An analysis of shareholder impacts is absent from the above commentary. Earnings will slightly increase, return on book equity will slightly decrease, and the risk of catastrophe will moderately decrease. It is impossible to say what the net effect of these changes will bring to the share price. APRA’s starting position is that the likely effects are small, with zero a reasonable central estimate.

Summary — Basel III costs and benefits

In closing, I repeat the point that the calculations I have provided here are illustrations, not predictions. We have a considerable body of work in front of us before APRA will have the facts to hand to produce the requisite regulatory impact calculations. On the other hand, we already know that the broad impacts will be:

  1. First, that Australia’s banking system will end up with more capital of somewhat higher quality than would otherwise be the case;
  2. Second, that Australia’s banking system will become a lot more resistant to liquidity risk than was the case until 2008;
  3. Third, that at least in Australia much of the industry’s capital and liquidity strengthening will be driven by market expectations, not regulatory requirements;
  4. Fourth, as a result of the Basel III reforms, ADIs will pass on some capital and liquidity costs to borrowers, and some liquidity benefits to depositors;
  5. Fifth, that there are substantial benefits associated with Australia at least meeting the Basel III global minimum requirements, and APRA remains confident that our local adjustments will effectively balance safety with efficiency and competition; and finally
  6. The net calculation of costs and benefits flowing from the Basel III reforms will be decidedly positive, as will be the case in the rest of the world. Relative to the North Atlantic countries, these calculations will be somewhat muted in Australia by the need for relatively less reform, and therefore relatively lower identified costs and benefits.

In sum, APRA is confident that the Basel III reforms will prove worthwhile in Australia, and among our other efforts, we intend to produce regulatory impact cost-benefit analyses that demonstrate the range of calculations backing this confidence.
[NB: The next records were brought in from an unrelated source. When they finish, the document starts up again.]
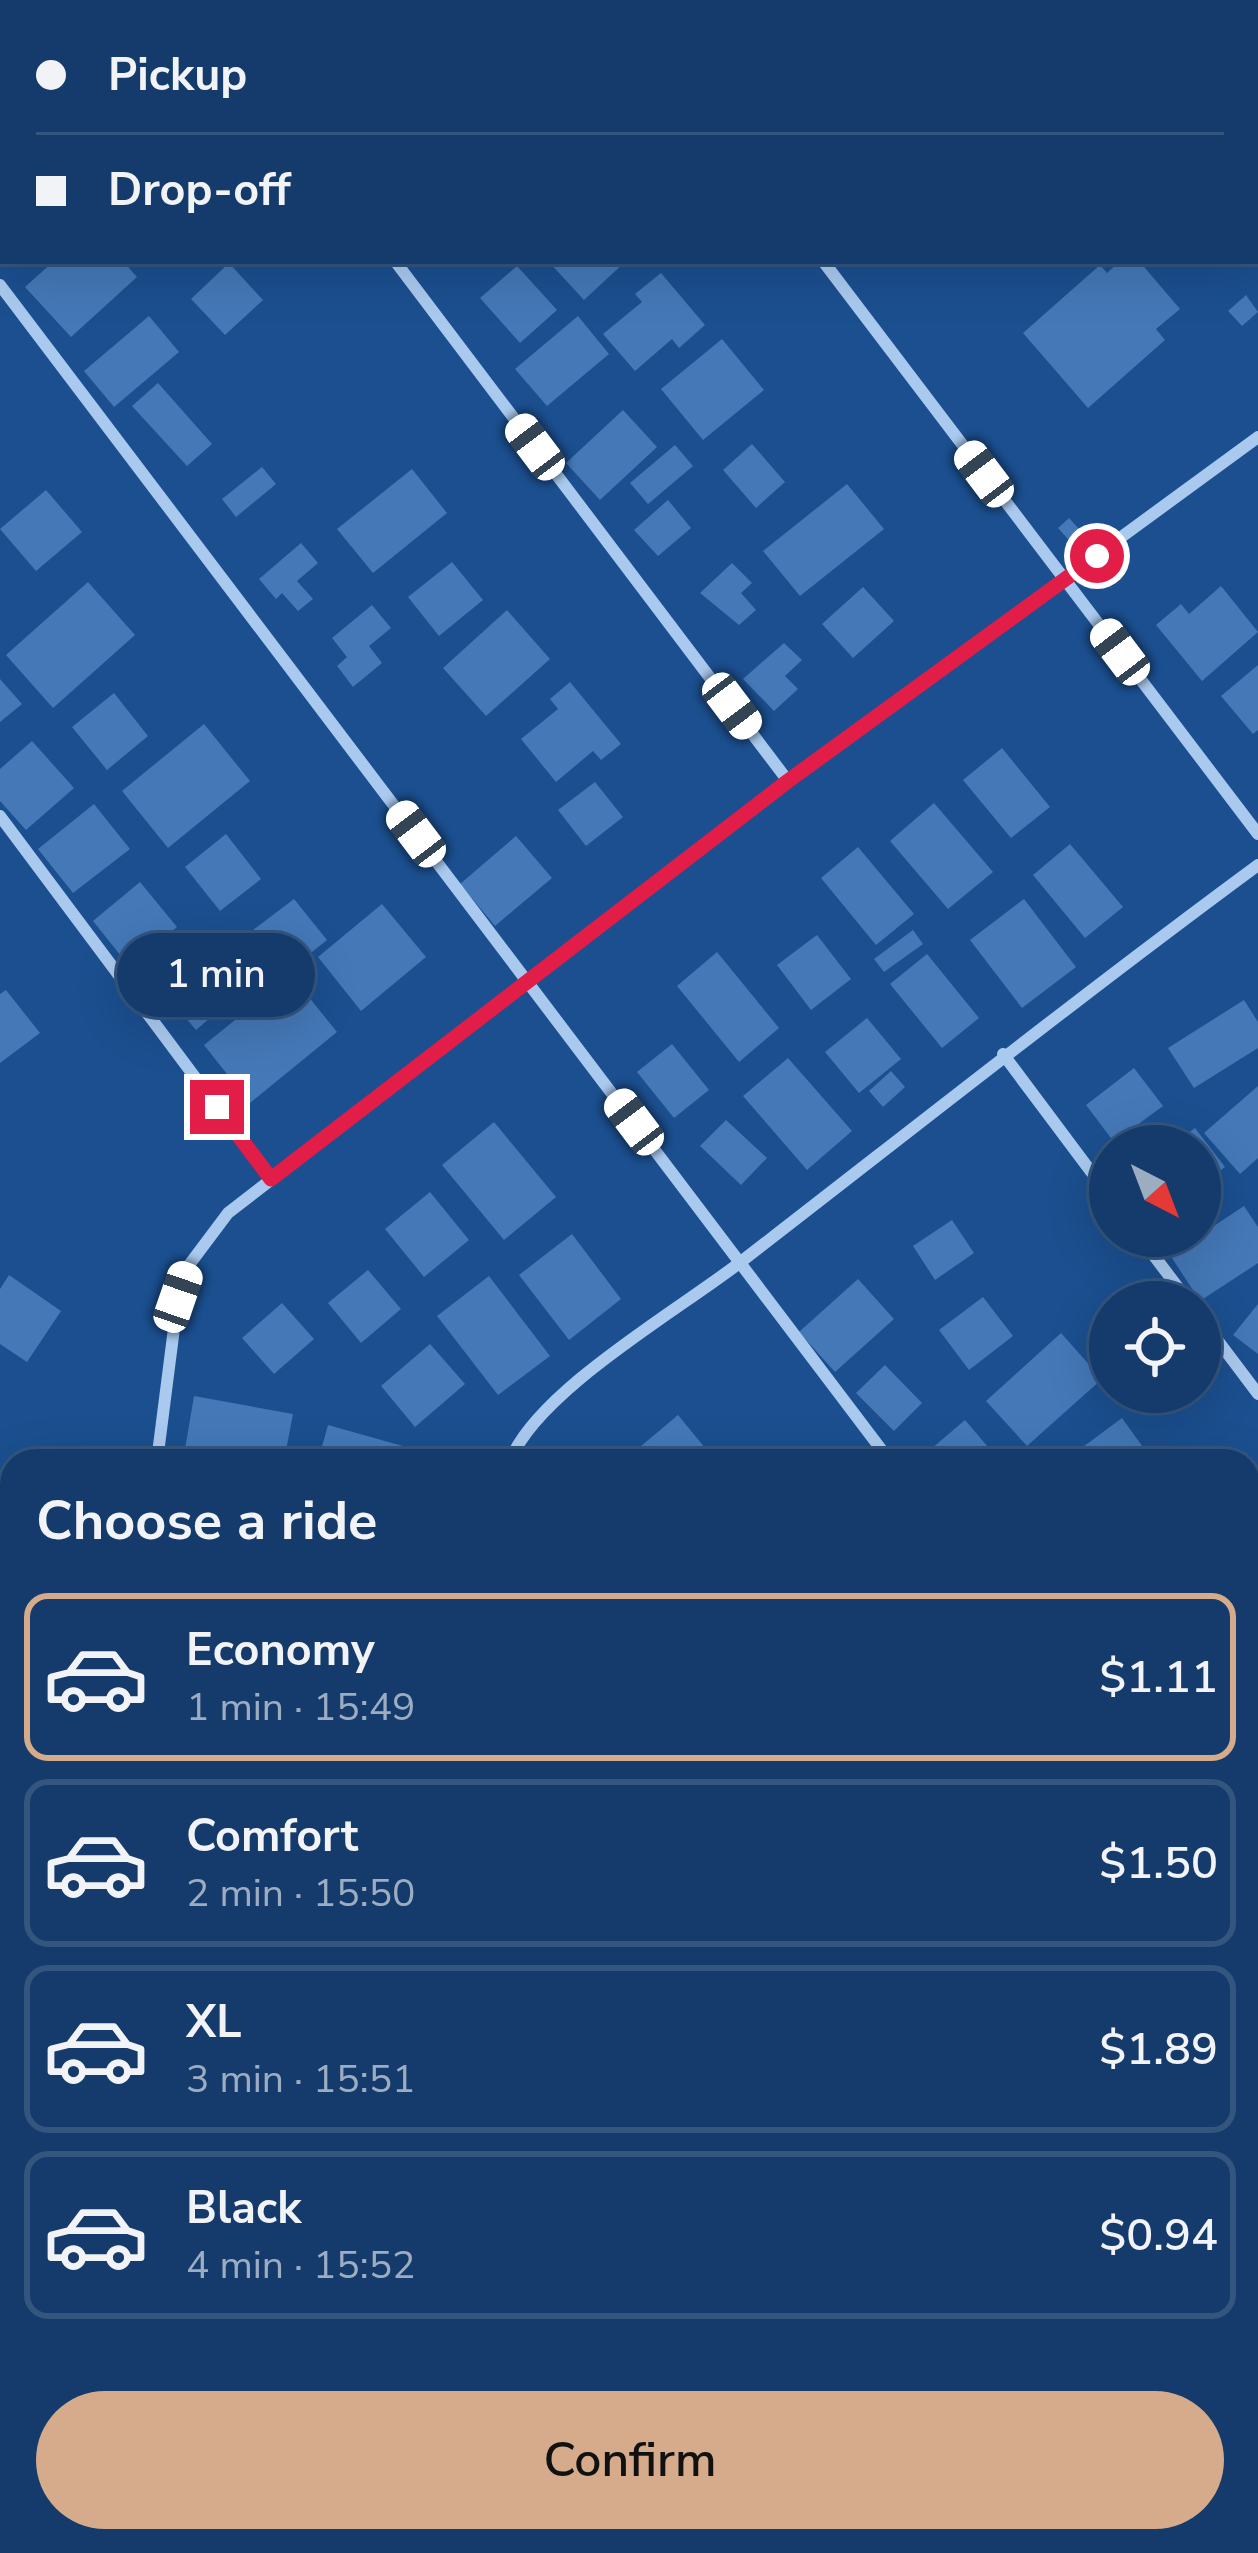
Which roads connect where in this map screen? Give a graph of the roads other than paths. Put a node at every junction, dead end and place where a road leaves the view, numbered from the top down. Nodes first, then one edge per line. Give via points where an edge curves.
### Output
1 (397, 264) edge
2 (826, 264) edge
3 (0, 285) edge
4 (1258, 437) edge
5 (1065, 580) junction
6 (788, 781) junction
7 (0, 816) edge
8 (1258, 834) edge
9 (1258, 866) edge
10 (526, 981) junction
11 (1003, 1054) junction
12 (1089, 1169) edge
13 (271, 1179) junction
14 (1155, 1257) edge
15 (740, 1263) junction
16 (1173, 1281) edge
17 (1221, 1345) edge
18 (1258, 1394) edge
19 (159, 1449) edge
20 (515, 1449) edge
21 (881, 1449) edge

1 - 6 street
2 - 5 street
3 - 10 street
4 - 5 street
5 - 6 street
5 - 8 street
6 - 10 street
7 - 13 street
9 - 11 street
10 - 13 street
10 - 15 street
11 - 12 street
11 - 15 street
13 - 19 street via 228,1214 189,1265
14 - 16 street
15 - 20 street via 552,1403
15 - 21 street
17 - 18 street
Thank you for your attention.

The Australian Prudential Regulation Authority (APRA) is the prudential regulator of the financial services industry. It oversees banks, mutuals, general insurance and reinsurance companies, life insurance, private health insurers, friendly societies, and most members of the superannuation industry. APRA currently supervises institutions holding around $9 trillion in assets for Australian depositors, policyholders and superannuation fund members.